→ **What the exercise asks**:
Return only the lines from the one containing "Read the picture" to the end of the material, with each one exactly as it appears.
##############################
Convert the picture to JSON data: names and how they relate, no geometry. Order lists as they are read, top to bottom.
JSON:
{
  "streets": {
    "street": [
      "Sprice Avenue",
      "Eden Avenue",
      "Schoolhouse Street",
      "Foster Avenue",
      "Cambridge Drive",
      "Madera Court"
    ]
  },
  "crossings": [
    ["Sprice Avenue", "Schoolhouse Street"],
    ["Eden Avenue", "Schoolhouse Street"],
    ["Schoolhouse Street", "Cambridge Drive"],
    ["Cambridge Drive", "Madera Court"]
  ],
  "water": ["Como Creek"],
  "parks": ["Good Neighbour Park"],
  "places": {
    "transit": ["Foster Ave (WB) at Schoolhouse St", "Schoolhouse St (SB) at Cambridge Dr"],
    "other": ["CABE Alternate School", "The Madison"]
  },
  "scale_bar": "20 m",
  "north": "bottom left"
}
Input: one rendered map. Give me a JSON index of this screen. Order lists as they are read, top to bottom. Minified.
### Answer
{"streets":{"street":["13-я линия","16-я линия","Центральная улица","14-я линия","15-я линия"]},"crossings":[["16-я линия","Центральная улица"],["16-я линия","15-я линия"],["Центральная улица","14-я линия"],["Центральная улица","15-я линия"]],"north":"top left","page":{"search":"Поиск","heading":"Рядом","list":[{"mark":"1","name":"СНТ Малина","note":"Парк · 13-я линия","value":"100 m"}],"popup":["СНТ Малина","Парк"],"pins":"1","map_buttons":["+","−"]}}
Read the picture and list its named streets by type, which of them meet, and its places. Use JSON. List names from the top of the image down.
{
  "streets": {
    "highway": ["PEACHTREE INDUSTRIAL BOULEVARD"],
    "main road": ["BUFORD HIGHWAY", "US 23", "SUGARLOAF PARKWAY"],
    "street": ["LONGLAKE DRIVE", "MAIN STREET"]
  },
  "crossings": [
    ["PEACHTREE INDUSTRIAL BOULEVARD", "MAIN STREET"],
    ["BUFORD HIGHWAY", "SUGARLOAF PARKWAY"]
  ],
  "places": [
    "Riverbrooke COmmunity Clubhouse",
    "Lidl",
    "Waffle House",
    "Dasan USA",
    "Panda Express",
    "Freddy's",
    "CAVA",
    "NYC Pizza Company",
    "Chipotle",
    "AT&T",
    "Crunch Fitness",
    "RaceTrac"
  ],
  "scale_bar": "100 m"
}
##############################
→ **Written response**:
Read the picture and list its named streets by type, which of them meet, and its places. Use JSON. List names from the top of the image down.
{
  "streets": {
    "highway": ["PEACHTREE INDUSTRIAL BOULEVARD"],
    "main road": ["BUFORD HIGHWAY", "US 23", "SUGARLOAF PARKWAY"],
    "street": ["LONGLAKE DRIVE", "MAIN STREET"]
  },
  "crossings": [
    ["PEACHTREE INDUSTRIAL BOULEVARD", "MAIN STREET"],
    ["BUFORD HIGHWAY", "SUGARLOAF PARKWAY"]
  ],
  "places": [
    "Riverbrooke COmmunity Clubhouse",
    "Lidl",
    "Waffle House",
    "Dasan USA",
    "Panda Express",
    "Freddy's",
    "CAVA",
    "NYC Pizza Company",
    "Chipotle",
    "AT&T",
    "Crunch Fitness",
    "RaceTrac"
  ],
  "scale_bar": "100 m"
}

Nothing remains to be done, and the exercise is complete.